What goes wrong to the tune of 5k? If I buy one that's already had a turbo done and doesn't have air suspension, has decent service history including the timing belt, and hasn't got a million miles on it.


1k in parts a year? That sounds really expensive, would it be easier to list the parts you havn't replaced?
£735 road tax and 25mpg is roughly what I'm currently paying, although my Subaru is a very early 06 plate, so it's "only" £435, and if I buy a D3 I'll do my best to get a lower tax band one.
Top of my head torque converter recon 1.4k, a few sets of tyres 2k at least, they like to eat tyres, 6x injectors 1.2k due to unstable idle, quite a common fault, just last month mot fuel tank skid plate 250 quid, battery 120 quid, this is its 4th battery, front and rear greenstuff brake pads over 100 quid, manifold seals 12 quid, a/c pump 350 quid plus a 110 for a regas, adds up real quick.
The d3 really needs front and rear air bags and shocks, of course it aint getting them!
All the costs are parts only as I do all my own spannering, on the plus side now they are ****ters the parts prices have fallen drastically.
This particular car was 47k new (Metropolis) basically a HSE with every extra, it still has 47k car running costs if not higher as it is now an old machine.
I am a bit sad and have kept a book on every car I have ever owned and can tell you every penny spent on them.
Rust is getting to be a real issue on the d3s and early d4s, sills being the main culprit.

Do I like the car? yes.
Would I recommend anyone to buy one? no!

Handling on a d3 is roley poley at best, but if you are not afraid they can really hustle.
Power wise they do not have enough.
Brake are not the best even with greenstuff pads and v8 discs/carriers fitted.

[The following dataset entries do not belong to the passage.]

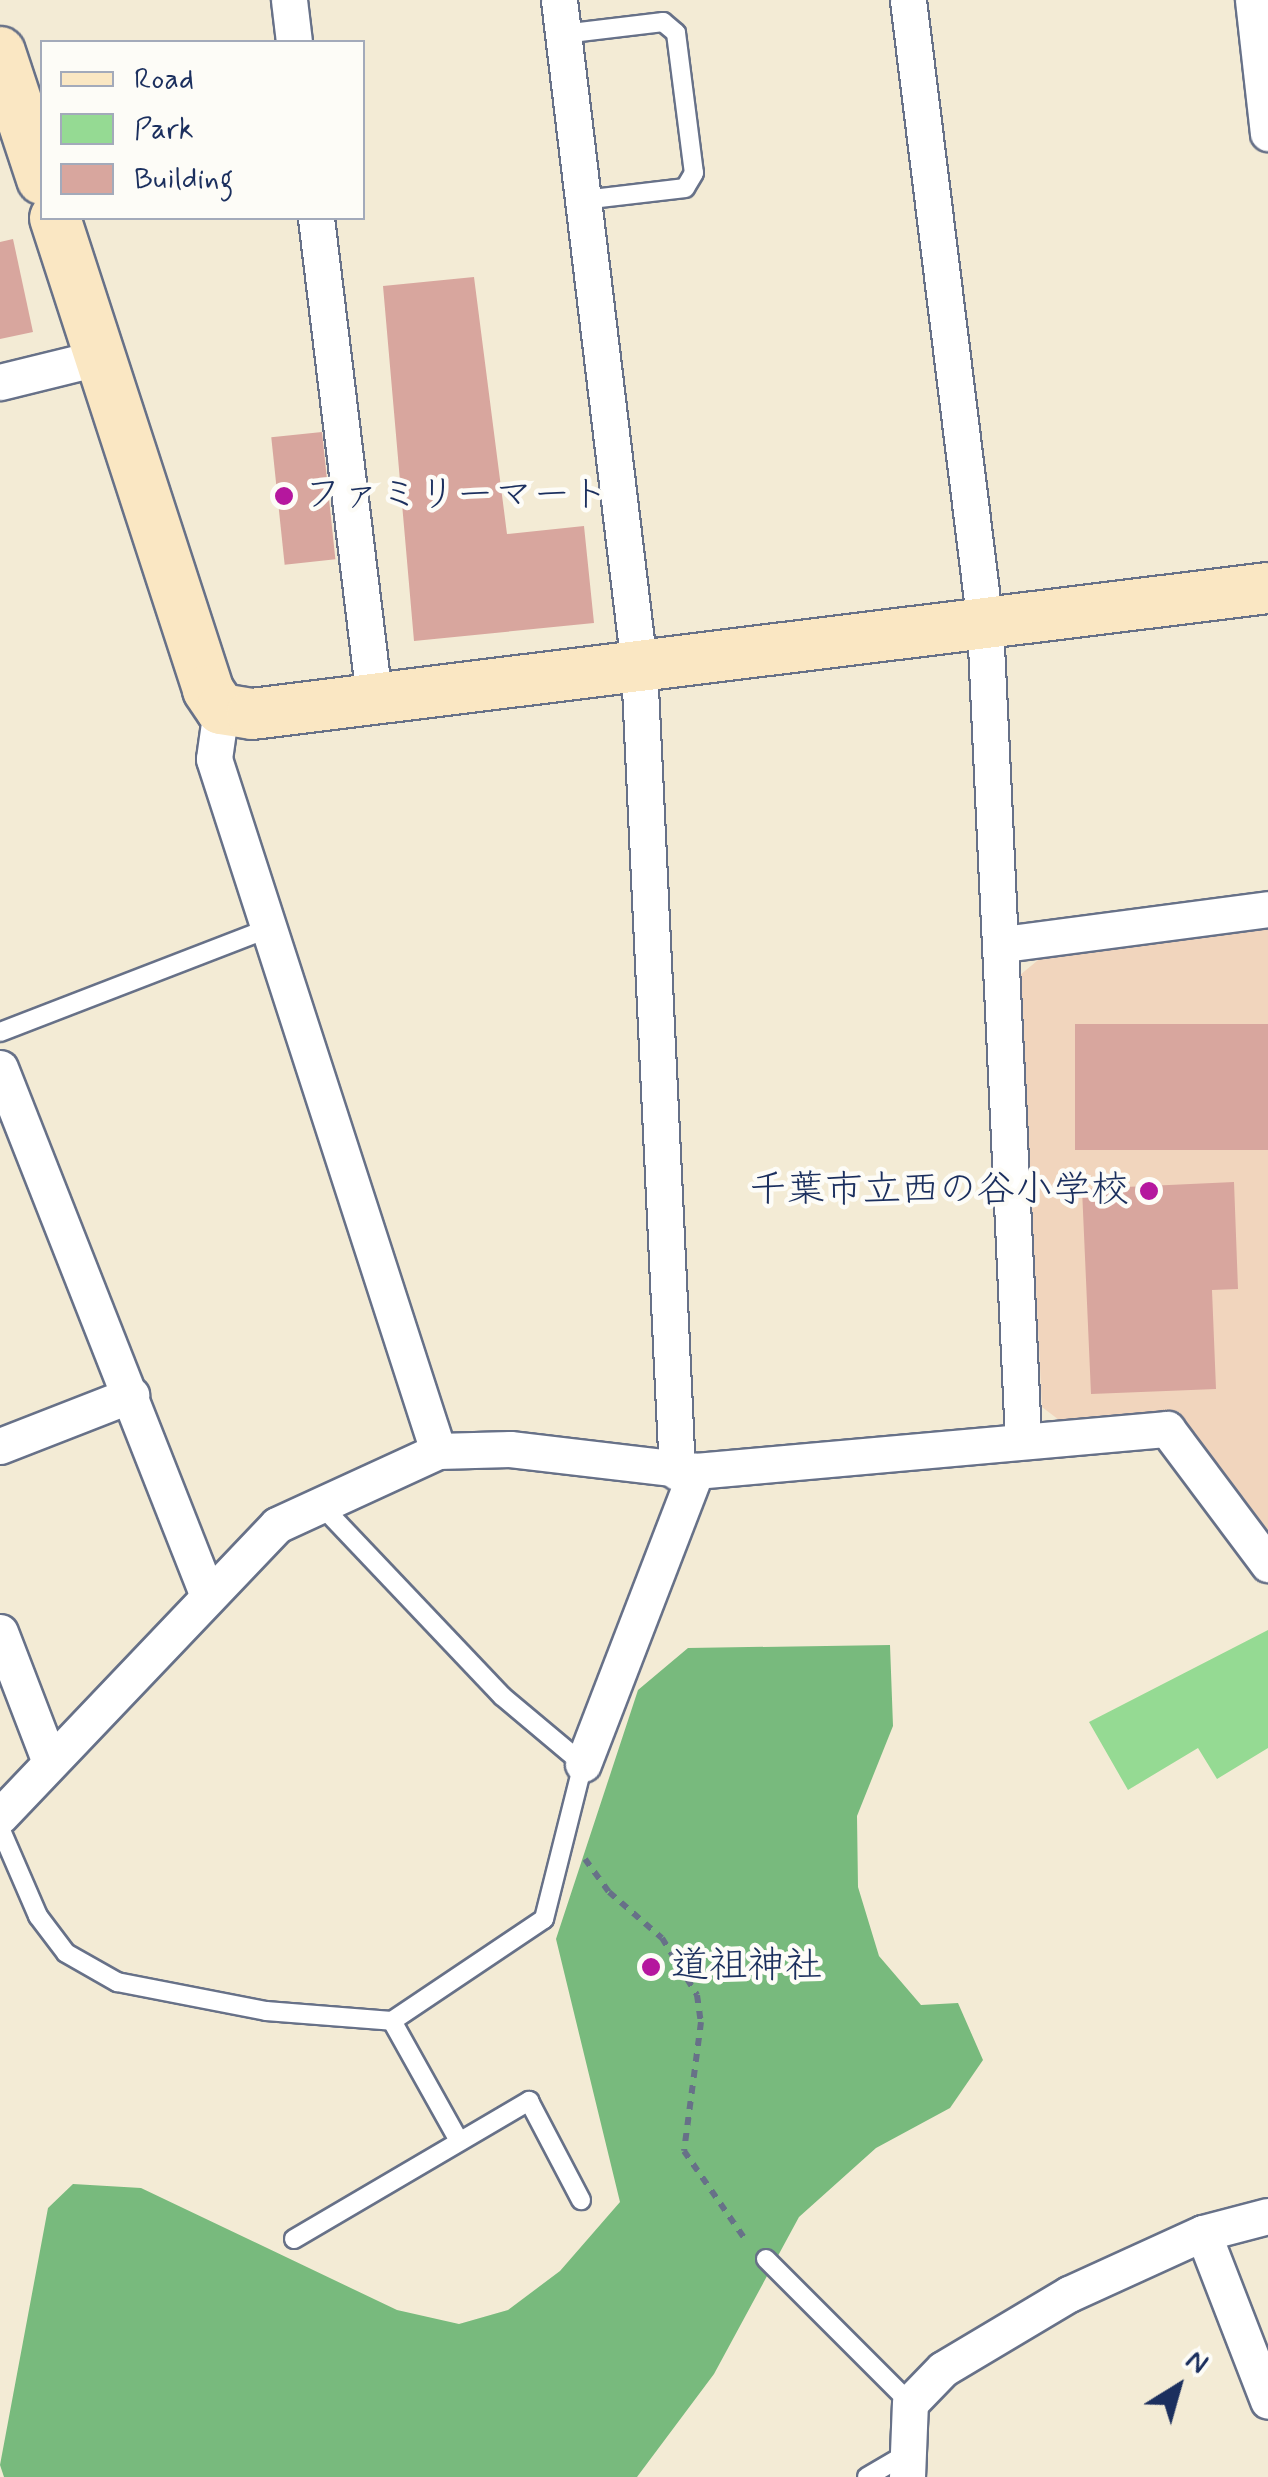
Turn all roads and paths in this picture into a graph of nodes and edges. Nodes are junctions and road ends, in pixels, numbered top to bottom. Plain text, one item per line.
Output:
1 (289, 0) edge
2 (908, 0) edge
3 (1252, 0) edge
4 (561, 17) edge
5 (294, 40) edge
6 (3, 74) edge
7 (1268, 134) edge
8 (40, 174) edge
9 (583, 200) junction
10 (57, 220) edge
11 (316, 220) edge
12 (102, 357) junction
13 (0, 382) edge
14 (1268, 588) edge
15 (985, 624) junction
16 (639, 666) junction
17 (374, 699) junction
18 (221, 709) junction
19 (1268, 909) edge
20 (264, 930) junction
21 (1003, 944) junction
22 (0, 1032) edge
23 (0, 1068) edge
24 (131, 1394) junction
25 (1023, 1440) junction
26 (0, 1446) edge
27 (438, 1451) junction
28 (687, 1472) junction
29 (320, 1504) junction
30 (1268, 1564) edge
31 (208, 1596) junction
32 (0, 1632) edge
33 (50, 1762) junction
34 (582, 1764) junction
35 (0, 1816) edge
36 (0, 1828) edge
37 (564, 1836) junction
38 (392, 2021) junction
39 (458, 2138) junction
40 (581, 2200) dead end
41 (1268, 2216) edge
42 (1203, 2233) junction
43 (294, 2239) dead end
44 (766, 2259) joint
45 (1268, 2401) edge
46 (910, 2403) junction
47 (905, 2467) edge
48 (867, 2477) edge

1 - 5 street
2 - 15 street
3 - 7 street
4 - 9 street
4 - 9 lane
6 - 8 street
9 - 16 street
10 - 12 street
11 - 17 street
12 - 13 street
12 - 18 street
14 - 15 street
15 - 16 street
15 - 21 street
16 - 17 street
16 - 28 street
17 - 18 street
18 - 20 street
19 - 21 street
20 - 22 lane
20 - 27 street
21 - 25 street
23 - 24 street
24 - 26 street
24 - 31 street
25 - 28 street
25 - 30 street
27 - 28 street
27 - 29 street
28 - 34 street
29 - 31 street
29 - 34 lane
31 - 33 street
32 - 33 street
33 - 35 street
34 - 37 lane
36 - 38 lane
37 - 38 lane
37 - 44 path
38 - 39 lane
39 - 40 lane
39 - 43 lane
41 - 42 street
42 - 45 street
42 - 46 street
44 - 46 lane
46 - 47 street
47 - 48 lane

Generic obd code readeer wont cut the mustard on d3/4/rr, you need something that can read all systems, Icarsoft are pretty good.

I would not be concerned with the toys higher spec models have as not one single thing has gone wrong in that department, well that is a lie as the cd player jammed the other week, ejecting the cd resumed normal operation!
I would say a higher spec model might have been better looked after rather then the budget models.
 
Pretty sure it's illegal (or against the rules) to pretend the main driver is the lowest risk.
When my son passed his test not one insurance company would allow me to be the main driver on his Ninety. It had to be insured in his name and me as a named driver. An insurance policy is more involved than just having the piece of paper, especially if you have to make a claim or claim against you.
It may well be but the point I am making is that I think this is what he said before. Maybe he has it in his name.
 
All of the above, couldn't afford one if couldn't do maintenance myself, but still a strain on my wallet, as for money pit you should be fine I have them all here
 
What you are basically asking is, "Do you have a reliable crystal ball that can tell me the future with any D3?"
The answer is "no".
Yeah, okay, let me ask a slightly different question - how much more reliable is a base model TDV6 S with coil springs and no toys compared to a HSE with air suspension and all the bells and whistles? And just to define terms, by "reliable" I mean both "unlikely to break down an leave me stranded" and "likely to pass future MoTs without failure due to warning lights"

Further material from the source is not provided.